Tips That Actually Help
Work on a grid from the beginning. Using a consistent pixel grid (like 24x24 with 2px padding) makes maintaining consistency much easier. Most professional icon designers never work freeform.
Create your own icon design guidelines document for each project. Define stroke weight, corner radius, padding, and style rules before designing the full set. This document becomes your reference for maintaining consistency.
Test icons at actual usage size constantly. An icon that looks perfect at 256px might have illegible details at 32px. Design at large size but check small size frequently.
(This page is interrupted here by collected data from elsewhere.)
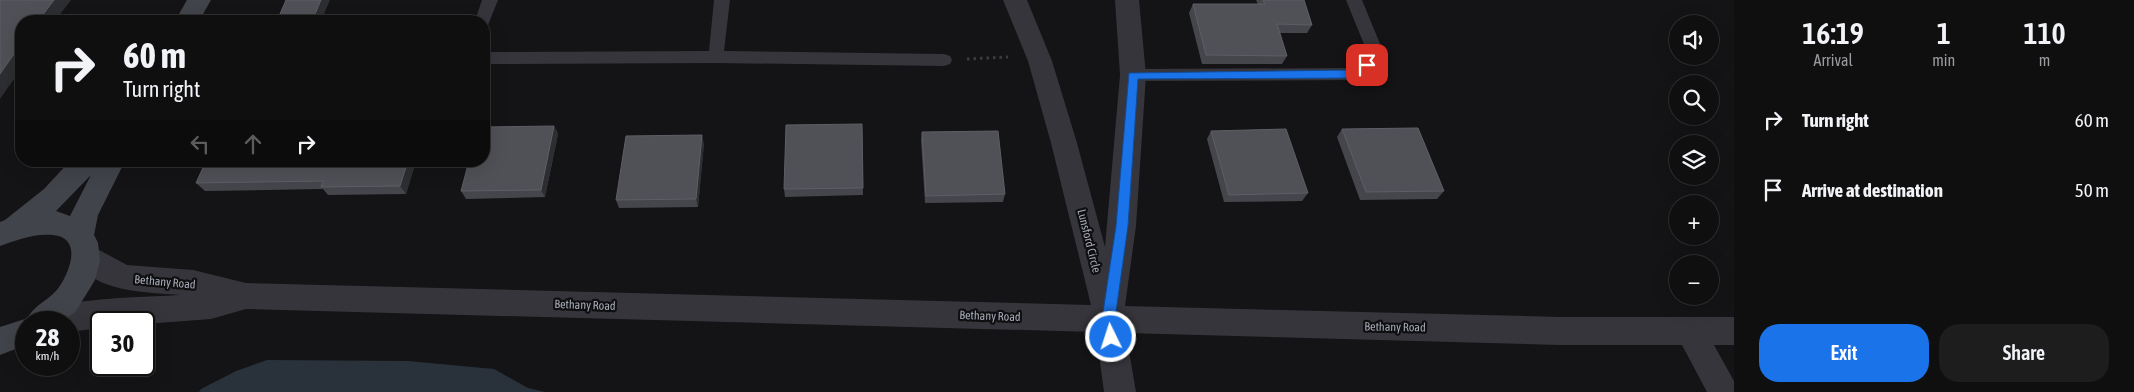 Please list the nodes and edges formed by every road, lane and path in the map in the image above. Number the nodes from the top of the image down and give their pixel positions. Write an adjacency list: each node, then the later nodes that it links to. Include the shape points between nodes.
1 (199, 0): 7 (street)
2 (490, 0): 8 (lane)
3 (722, 0): 10 (lane)
4 (1015, 0): 9 (street, Lunsford Circle)
5 (1127, 0): 13 (street, Lunsford Circle)
6 (1354, 0): 13 (lane, via 1377,56 1357,74)
7 (190, 15)
8 (485, 15)
9 (1038, 56): 12 (path); 21 (street, Lunsford Circle, via 1064,142)
10 (716, 57): 11 (lane); 12 (lane)
11 (490, 58)
12 (944, 60)
13 (1133, 75): 21 (street, Lunsford Circle, via 1122,226)
14 (81, 167): 16 (street, via 34,214)
15 (109, 167): 17 (street, via 84,214)
16 (6, 231): 17 (street, via 35,223 56,223 73,229)
17 (84, 246): 18 (street, Bethany Road, via 103,269 130,279 192,283); 19 (street, via 83,276 71,296)
18 (246, 296): 20 (street, Bethany Road, via 211,306); 21 (street, Bethany Road)
19 (56, 311)
20 (80, 317)
21 (1108, 319): 22 (street, Bethany Road, via 1561,331); 26 (street)
22 (1690, 330): 23 (street, Bethany Road); 27 (street)
23 (1734, 331)
24 (15, 336): 25 (street)
25 (0, 341)
26 (1120, 392)
27 (1723, 392) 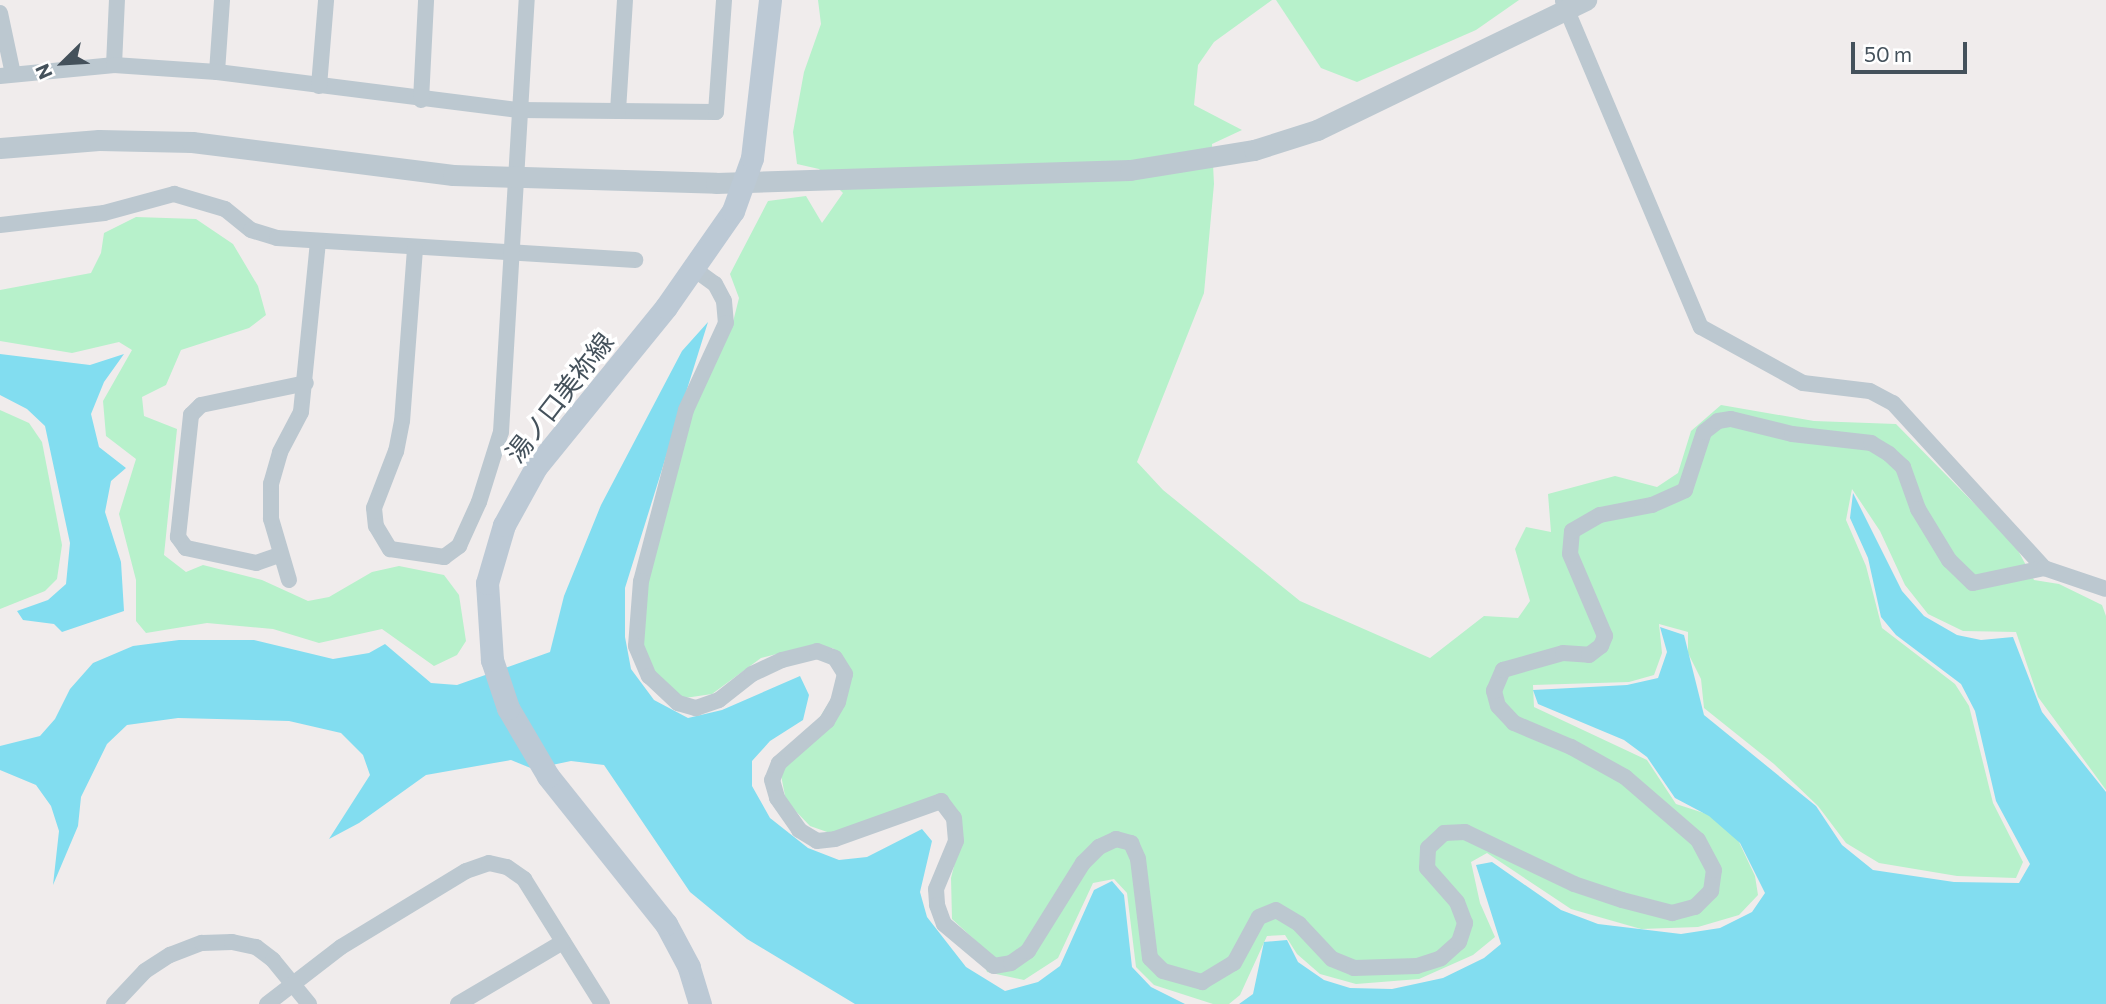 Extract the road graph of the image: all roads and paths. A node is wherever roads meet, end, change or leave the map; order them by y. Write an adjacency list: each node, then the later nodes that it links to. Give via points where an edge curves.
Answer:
1 (117, 0): 12 (street)
2 (222, 0): 13 (street)
3 (326, 0): 15 (street)
4 (426, 0): 16 (street)
5 (527, 0): 17 (street)
6 (625, 0): 18 (street)
7 (724, 0): 18 (street, via 716,112)
8 (770, 0): 21 (main road, 湯ノ口美祢線, via 760,106)
9 (1586, 0): 10 (street)
10 (1564, 5): 21 (street, via 1317,130 1254,150 1130,170); 30 (street, via 1701,327 1803,383 1870,391 1893,403)
11 (0, 13): 14 (street)
12 (114, 65): 13 (street); 14 (street)
13 (217, 72): 15 (street)
14 (6, 75)
15 (319, 86): 16 (street)
16 (421, 100): 17 (street)
17 (519, 110): 18 (street); 20 (street)
18 (618, 111)
19 (0, 148): 20 (street, via 99,140 192,142 453,175)
20 (516, 177): 21 (street); 25 (street)
21 (745, 183): 27 (main road, 湯ノ口美祢線, via 720,235)
22 (0, 225): 23 (street, via 104,213 174,194 225,209 251,230)
23 (318, 243): 24 (street); 28 (street)
24 (415, 249): 25 (street); 25 (street, via 402,421 374,508 376,526 390,550 444,557 458,545 480,502 501,432)
25 (512, 252): 26 (street)
26 (635, 260)
27 (694, 269): 30 (street, via 715,284 724,301 726,323 686,410 641,581 636,646 649,676 678,703 696,708 719,700 752,674 782,660 817,651 835,658 845,674 838,702 827,721 779,763 772,780 777,798 799,830 817,841 835,839 942,801 954,818 956,841 936,889 937,905 944,924 994,966 1011,963 1028,951 1083,863 1099,847 1116,839 1131,843 1138,859 1150,958 1163,971 1202,982 1234,963 1259,917 1276,910 1299,924 1332,959 1354,968 1418,966 1441,958 1459,942 1465,923 1457,902 1427,868 1428,848 1444,833 1465,832 1574,884 1622,900 1672,913 1695,907 1711,891 1714,870 1698,840 1625,777 1514,723 1498,706 1494,691 1503,670 1563,653 1589,655 1601,646 1605,636 1570,554 1572,531 1600,515 1652,505 1685,490 1704,432 1718,421 1731,419 1792,434 1871,443 1903,467 1918,509 1961,576 1973,583); 40 (main road, 湯ノ口美祢線, via 536,467 504,525 487,583 486,618 492,660 508,708 548,776 666,923 689,967)
28 (306, 383): 29 (street, via 301,412 280,452 271,484 271,519); 29 (street, via 201,405 191,415 178,537 186,548 256,563)
29 (279, 555): 31 (street)
30 (2044, 568): 32 (street)
31 (289, 580)
32 (2106, 590)
33 (563, 942): 34 (street, via 524,879 507,867 489,863 466,871); 38 (street); 39 (street)
34 (292, 982): 35 (street, via 256,947 202,943 145,971); 36 (street); 37 (street)
35 (114, 1004)
36 (267, 1004)
37 (309, 1004)
38 (458, 1004)
39 (601, 1004)
40 (700, 1004)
Build a library of base shapes and components you can modify. Many icons share similar elements-you don't need to redraw every circle or arrow from scratch.
Use version control or clear file naming. You'll create many iterations, and clients often ask to return to earlier versions. "icon-home-v1.svg" through "icon-home-v7.svg" saves frustration later.
Under-promise and over-deliver on revision rounds. If you think you'll need two rounds, quote three. Revisions always take longer than expected.
Learn keyboard shortcuts for your design software. Icon work involves repetitive actions-aligning, duplicating, distributing-and shortcuts significantly speed up your workflow.
Study icons in the wild. Look at apps you use daily. Which icons work well? Which ones confuse you? Why? This constant analysis improves your design intuition.
Is This For You?
Icon design suits people who enjoy working within tight constraints rather than feeling limited by them. If you find satisfaction in solving visual problems at small scale and get excited about pixel-perfect alignment, this work can be rewarding.
You need patience for repetitive work. Creating 50 icons means solving 50 similar problems with the same visual rules. Some people find this meditative; others find it tedious.
This works well as a side hustle because projects are relatively short-a typical icon set might take 10-20 hours total, making it manageable alongside other commitments. The flexible nature means you can work evenings or weekends.
Starting is more accessible than many design fields. You don't need expensive courses or extensive training if you have basic design knowledge. The portfolio requirements are clear: show good icon sets and you'll get work.
However, competition exists. Stock icon libraries and AI tools are changing the market. Custom work still has strong demand, but you need to deliver quality that justifies custom pricing over $15 stock packs.
If you're detail-oriented, comfortable with vector software, and interested in the intersection of design and functional communication, icon design can provide steady side income with room to grow into a full-time practice.